Den Sozialisten war klar, daß ein derartiges nachfrageorientiertes Wachstum den Außenhandel in die roten Zahlen zu bringen drohte, wenn es nicht durch eine gezielte Industrie-politik zur Stärkung der französischen Produktionsstruktur ergänzt würde. Die Über-windung der oben skizzierten Strukturschwä-chen und Abhängigkeiten der Industrie, die Aufrechterhaltung einer breitgefächerten, diversifizierten Produktion nach deutschem bzw. japanischem Vorbild, vor allem aber die Rückgewinnung einer gewissen Autonomie der französischen Industrie im Bereich der Schlüsselsektoren: diese Zielvorstellungen sollten nicht länger dem „freien Spiel" des Weltmarkts bzw.der multinationalen Unternehmen überlassen werden, sondern waren für die Sozialisten Aufgabe einer gezielten staatlichen Industriepolitik.
II. Mitterrands Wirtschaftspolitik in der Praxis
Die Wirtschaftspolitik der sozialistischen Regierung hat sich im Verlauf von knapp vier Jahren teilweise einschneidend verändert. — Die erste Phase 1981/1982 stand programmgemäß im Zeichen der Strukturreformen, mit denen die Wirtschafts-und Sozialpolitik auf eine neue Grundlage gestellt wurde (vgl. 1.). Gleichzeitig wurde in der Konjunkturpolitik ein Wachstums-und Beschäftigungsprogramm nach dem Konzept des „sozialen Wachstums" eingeleitet (vgl. 2.). — Die zweite Phase setzte ansatzweise im Juni 1982 und endgültig im März 1983 ein, als zunehmende außenwirtschaftliche Schwierigkeiten (Handelsbilanzdefizit, Franc-Abwertungen) einen Kurswechsel in der Konjunkturpolitik erzwangen.

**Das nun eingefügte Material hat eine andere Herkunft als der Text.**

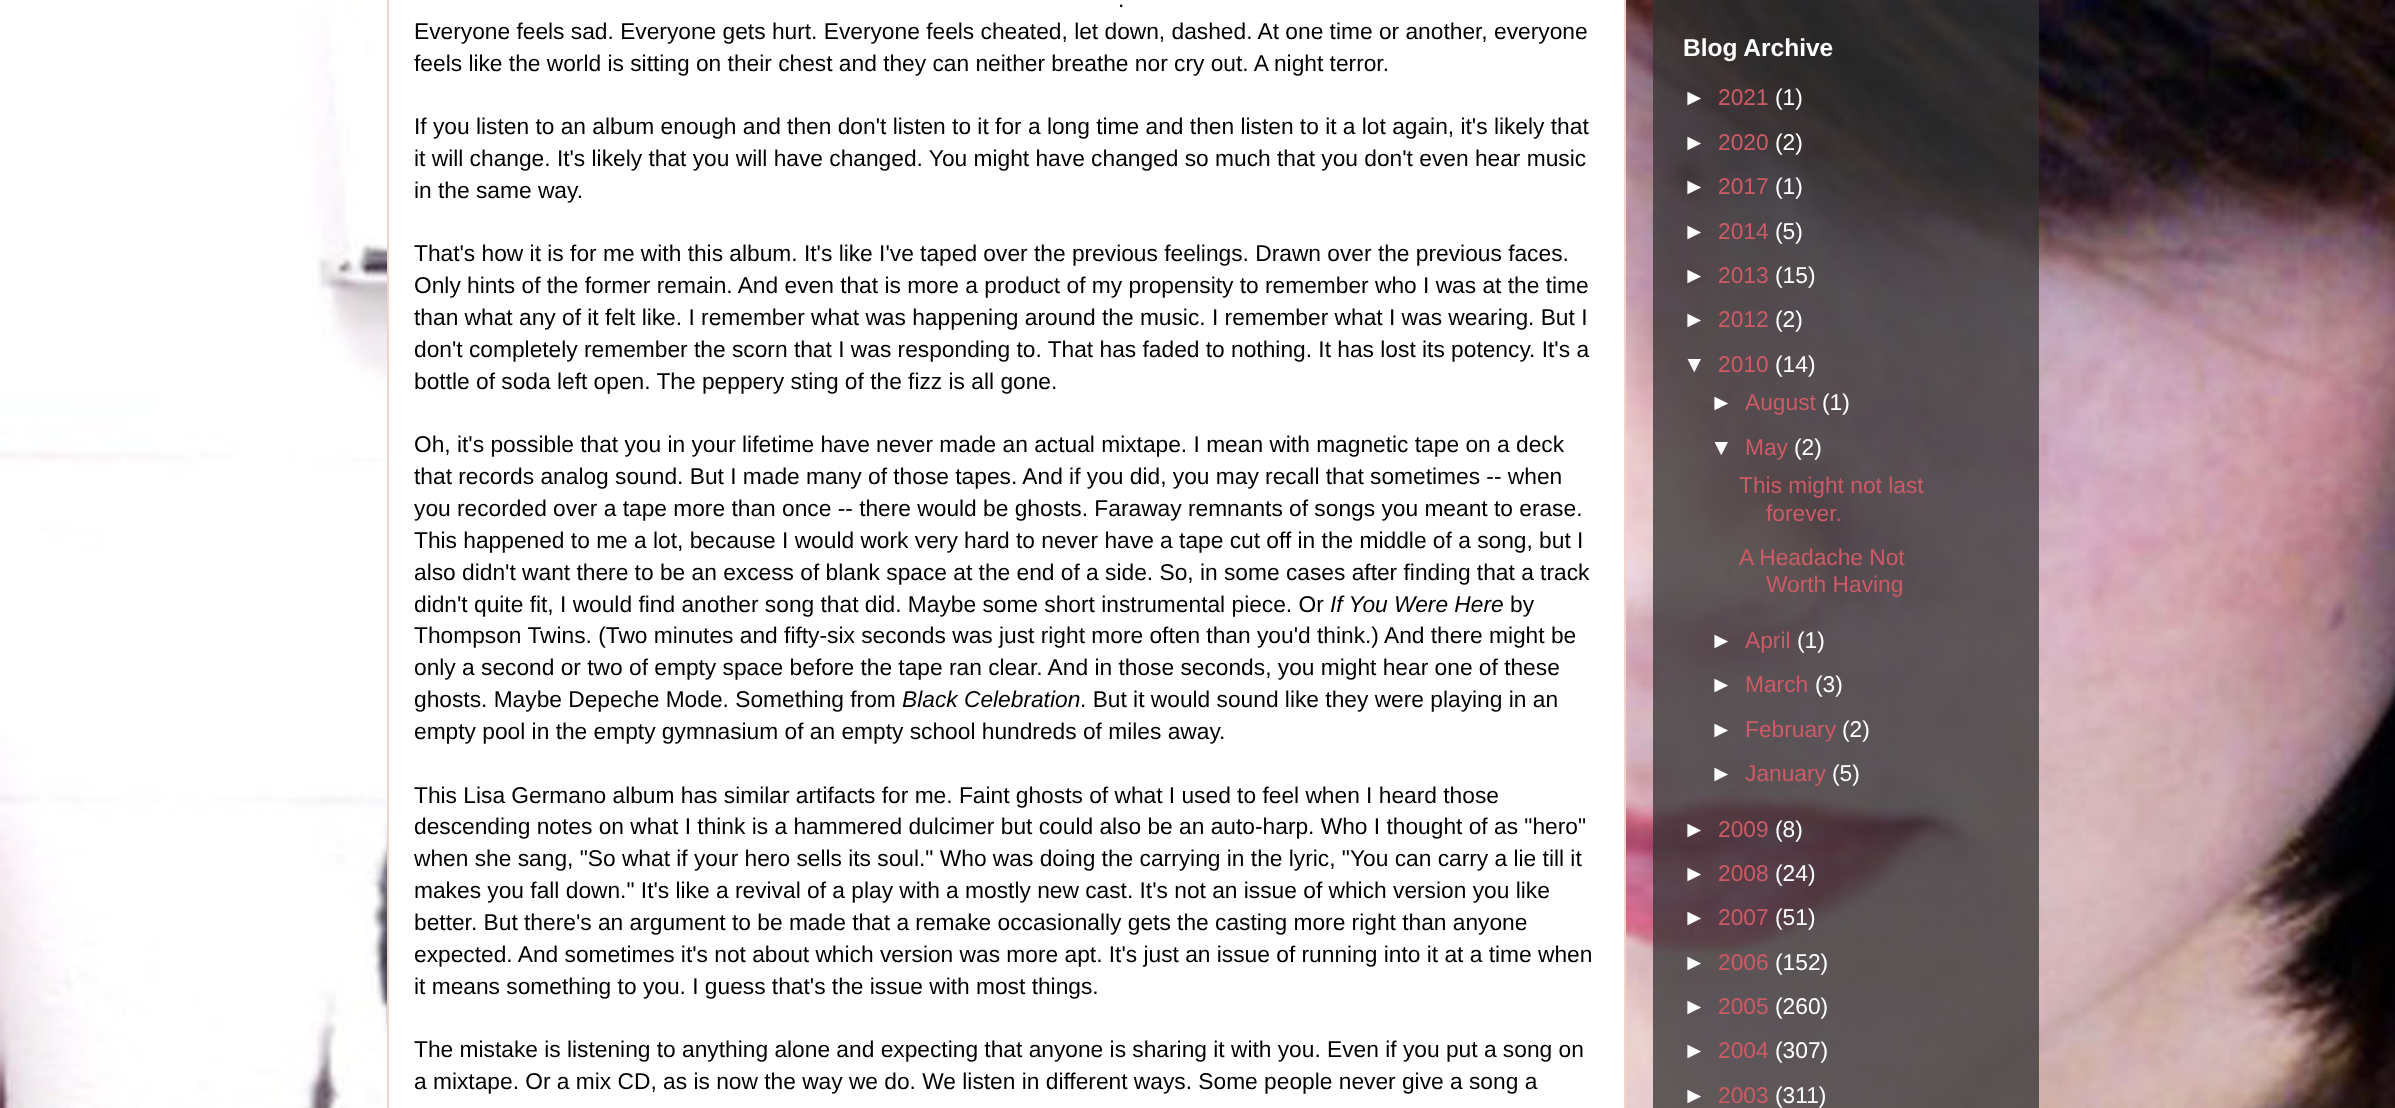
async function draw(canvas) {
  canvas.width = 2395;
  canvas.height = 1108;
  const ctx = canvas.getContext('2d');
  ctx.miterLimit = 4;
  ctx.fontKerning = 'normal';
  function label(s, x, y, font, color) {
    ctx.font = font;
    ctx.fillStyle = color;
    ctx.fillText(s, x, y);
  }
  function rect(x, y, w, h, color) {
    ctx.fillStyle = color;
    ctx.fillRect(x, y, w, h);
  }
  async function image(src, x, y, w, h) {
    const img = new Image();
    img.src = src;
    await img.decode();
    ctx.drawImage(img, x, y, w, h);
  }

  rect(0, 0, 2395, 1108, '#fff');
  await image('assets/img1.png', 0, 0, 2395, 1108);
  ctx.beginPath();
  ctx.rect(388, -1, 1237, 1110);
  ctx.fill();
  ctx.strokeStyle = '#f3d3ca';
  ctx.lineWidth = 2;
  ctx.stroke();
  label('.', 1118, 7, '22.75px Liberation Sans', '#000');
  label('Everyone feels sad. Everyone gets hurt. Everyone feels cheated, let down, dashed. At one time or another, everyone', 414, 39, '22.75px Liberation Sans', '#000');
  label('feels like the world is sitting on their chest and they can neither breathe nor cry out. A night terror.', 414, 71, '22.75px Liberation Sans', '#000');
  label('If you listen to an album enough and then don\'t listen to it for a long time and then listen to it a lot again, it\'s likely that', 414, 134, '22.75px Liberation Sans', '#000');
  label('it will change. It\'s likely that you will have changed. You might have changed so much that you don\'t even hear music', 414, 166, '22.75px Liberation Sans', '#000');
  label('in the same way.', 414, 198, '22.75px Liberation Sans', '#000');
  label('That\'s how it is for me with this album. It\'s like I\'ve taped over the previous feelings. Drawn over the previous faces.', 414, 261, '22.75px Liberation Sans', '#000');
  label('Only hints of the former remain. And even that is more a product of my propensity to remember who I was at the time', 414, 293, '22.75px Liberation Sans', '#000');
  label('than what any of it felt like. I remember what was happening around the music. I remember what I was wearing. But I', 414, 325, '22.75px Liberation Sans', '#000');
  label('don\'t completely remember the scorn that I was responding to. That has faded to nothing. It has lost its potency. It\'s a', 414, 357, '22.75px Liberation Sans', '#000');
  label('bottle of soda left open. The peppery sting of the fizz is all gone.', 414, 389, '22.75px Liberation Sans', '#000');
  label('Oh, it\'s possible that you in your lifetime have never made an actual mixtape. I mean with magnetic tape on a deck', 414, 452, '22.75px Liberation Sans', '#000');
  label('that records analog sound. But I made many of those tapes. And if you did, you may recall that sometimes -- when', 414, 484, '22.75px Liberation Sans', '#000');
  label('you recorded over a tape more than once -- there would be ghosts. Faraway remnants of songs you meant to erase.', 414, 516, '22.75px Liberation Sans', '#000');
  label('This happened to me a lot, because I would work very hard to never have a tape cut off in the middle of a song, but I', 414, 548, '22.75px Liberation Sans', '#000');
  label('also didn\'t want there to be an excess of blank space at the end of a side. So, in some cases after finding that a track', 414, 580, '22.75px Liberation Sans', '#000');
  label('didn\'t quite fit, I would find another song that did. Maybe some short instrumental piece. Or', 414, 612, '22.75px Liberation Sans', '#000');
  label('If You Were Here', 1330, 612, 'italic 22.75px Liberation Sans', '#000');
  label('by', 1510, 612, '22.75px Liberation Sans', '#000');
  label('Thompson Twins. (Two minutes and fifty-six seconds was just right more often than you\'d think.) And there might be', 414, 643, '22.75px Liberation Sans', '#000');
  label('only a second or two of empty space before the tape ran clear. And in those seconds, you might hear one of these', 414, 675, '22.75px Liberation Sans', '#000');
  label('ghosts. Maybe Depeche Mode. Something from', 414, 707, '22.75px Liberation Sans', '#000');
  label('Black Celebration', 902, 707, 'italic 22.75px Liberation Sans', '#000');
  label('. But it would sound like they were playing in an', 1080, 707, '22.75px Liberation Sans', '#000');
  label('empty pool in the empty gymnasium of an empty school hundreds of miles away.', 414, 739, '22.75px Liberation Sans', '#000');
  label('This Lisa Germano album has similar artifacts for me. Faint ghosts of what I used to feel when I heard those', 414, 803, '22.75px Liberation Sans', '#000');
  label('descending notes on what I think is a hammered dulcimer but could also be an auto-harp. Who I thought of as "hero"', 414, 834, '22.75px Liberation Sans', '#000');
  label('when she sang, "So what if your hero sells its soul." Who was doing the carrying in the lyric, "You can carry a lie till it', 414, 866, '22.75px Liberation Sans', '#000');
  label('makes you fall down." It\'s like a revival of a play with a mostly new cast. It\'s not an issue of which version you like', 414, 898, '22.75px Liberation Sans', '#000');
  label('better. But there\'s an argument to be made that a remake occasionally gets the casting more right than anyone', 414, 930, '22.75px Liberation Sans', '#000');
  label('expected. And sometimes it\'s not about which version was more apt. It\'s just an issue of running into it at a time when', 414, 962, '22.75px Liberation Sans', '#000');
  label('it means something to you. I guess that\'s the issue with most things.', 414, 994, '22.75px Liberation Sans', '#000');
  label('The mistake is listening to anything alone and expecting that anyone is sharing it with you. Even if you put a song on', 414, 1057, '22.75px Liberation Sans', '#000');
  label('a mixtape. Or a mix CD, as is now the way we do. We listen in different ways. Some people never give a song a', 414, 1089, '22.75px Liberation Sans', '#000');
  rect(1653, 0, 386, 1108, '#333333bf');
  label('Blog Archive', 1683, 56, 'bold 24.5px Liberation Sans', '#fff');
  label('►', 1683, 105, '22.75px Liberation Sans', '#fff');
  label('2021', 1718, 105, '22.75px Liberation Sans', '#cc5b66');
  label('(1)', 1775, 105, '22.75px Liberation Sans', '#fff');
  label('►', 1683, 150, '22.75px Liberation Sans', '#fff');
  label('2020', 1718, 150, '22.75px Liberation Sans', '#cc5b66');
  label('(2)', 1775, 150, '22.75px Liberation Sans', '#fff');
  label('►', 1683, 194, '22.75px Liberation Sans', '#fff');
  label('2017', 1718, 194, '22.75px Liberation Sans', '#cc5b66');
  label('(1)', 1775, 194, '22.75px Liberation Sans', '#fff');
  label('►', 1683, 239, '22.75px Liberation Sans', '#fff');
  label('2014', 1718, 239, '22.75px Liberation Sans', '#cc5b66');
  label('(5)', 1775, 239, '22.75px Liberation Sans', '#fff');
  label('►', 1683, 283, '22.75px Liberation Sans', '#fff');
  label('2013', 1718, 283, '22.75px Liberation Sans', '#cc5b66');
  label('(15)', 1775, 283, '22.75px Liberation Sans', '#fff');
  label('►', 1683, 327, '22.75px Liberation Sans', '#fff');
  label('2012', 1718, 327, '22.75px Liberation Sans', '#cc5b66');
  label('(2)', 1775, 327, '22.75px Liberation Sans', '#fff');
  label('▼', 1683, 372, '22.75px Liberation Sans', '#fff');
  label('2010', 1718, 372, '22.75px Liberation Sans', '#cc5b66');
  label('(14)', 1775, 372, '22.75px Liberation Sans', '#fff');
  label('►', 1710, 410, '22.75px Liberation Sans', '#fff');
  label('August', 1745, 410, '22.75px Liberation Sans', '#cc5b66');
  label('(1)', 1822, 410, '22.75px Liberation Sans', '#fff');
  label('▼', 1710, 455, '22.75px Liberation Sans', '#fff');
  label('May', 1745, 455, '22.75px Liberation Sans', '#cc5b66');
  label('(2)', 1794, 455, '22.75px Liberation Sans', '#fff');
  label('This might not last', 1739, 493, '22.75px Liberation Sans', '#cc5b66');
  label('forever.', 1766, 521, '22.75px Liberation Sans', '#cc5b66');
  label('A Headache Not', 1739, 565, '22.75px Liberation Sans', '#cc5b66');
  label('Worth Having', 1766, 592, '22.75px Liberation Sans', '#cc5b66');
  label('►', 1710, 648, '22.75px Liberation Sans', '#fff');
  label('April', 1745, 648, '22.75px Liberation Sans', '#cc5b66');
  label('(1)', 1797, 648, '22.75px Liberation Sans', '#fff');
  label('►', 1710, 692, '22.75px Liberation Sans', '#fff');
  label('March', 1745, 692, '22.75px Liberation Sans', '#cc5b66');
  label('(3)', 1815, 692, '22.75px Liberation Sans', '#fff');
  label('►', 1710, 737, '22.75px Liberation Sans', '#fff');
  label('February', 1745, 737, '22.75px Liberation Sans', '#cc5b66');
  label('(2)', 1842, 737, '22.75px Liberation Sans', '#fff');
  label('►', 1710, 781, '22.75px Liberation Sans', '#fff');
  label('January', 1745, 781, '22.75px Liberation Sans', '#cc5b66');
  label('(5)', 1832, 781, '22.75px Liberation Sans', '#fff');
  label('►', 1683, 837, '22.75px Liberation Sans', '#fff');
  label('2009', 1718, 837, '22.75px Liberation Sans', '#cc5b66');
  label('(8)', 1775, 837, '22.75px Liberation Sans', '#fff');
  label('►', 1683, 881, '22.75px Liberation Sans', '#fff');
  label('2008', 1718, 881, '22.75px Liberation Sans', '#cc5b66');
  label('(24)', 1775, 881, '22.75px Liberation Sans', '#fff');
  label('►', 1683, 925, '22.75px Liberation Sans', '#fff');
  label('2007', 1718, 925, '22.75px Liberation Sans', '#cc5b66');
  label('(51)', 1775, 925, '22.75px Liberation Sans', '#fff');
  label('►', 1683, 970, '22.75px Liberation Sans', '#fff');
  label('2006', 1718, 970, '22.75px Liberation Sans', '#cc5b66');
  label('(152)', 1775, 970, '22.75px Liberation Sans', '#fff');
  label('►', 1683, 1014, '22.75px Liberation Sans', '#fff');
  label('2005', 1718, 1014, '22.75px Liberation Sans', '#cc5b66');
  label('(260)', 1775, 1014, '22.75px Liberation Sans', '#fff');
  label('►', 1683, 1058, '22.75px Liberation Sans', '#fff');
  label('2004', 1718, 1058, '22.75px Liberation Sans', '#cc5b66');
  label('(307)', 1775, 1058, '22.75px Liberation Sans', '#fff');
  label('►', 1683, 1103, '22.75px Liberation Sans', '#fff');
  label('2003', 1718, 1103, '22.75px Liberation Sans', '#cc5b66');
  label('(311)', 1775, 1103, '22.75px Liberation Sans', '#fff');
}

draw(document.querySelector('canvas'));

Fortan dominierte ein Brems-und Sparkurs, dessen Ziel die Rückgewinnung der binnenwirtschaftlichen Stabilität und des außenwirtschaftlichen Gleichgewichts war (vgl. 2.).
— Die dritte Phase begann Anfang 1984, als die Regierung einen Kurswechsel in der Industriepolitik vollzog und endgültig klarstellte, daß eine Reihe von Branchen um einschneidende Sanierungs-und Rationalisierungsmaßnahmen nicht herumkommen könnten (vgl. 3.). Diese mit dem Abbau zahlreicher Arbeitsplätze verbundene, wenngleich sozial „abgefederte“ neue Politik veranlaßte letztlich die kommunistische Partei im Juli 1984 zum Austritt aus der Regierung und zum Bruch mit dem einstigen sozialistischen Bündnis-und Koalitionspartner.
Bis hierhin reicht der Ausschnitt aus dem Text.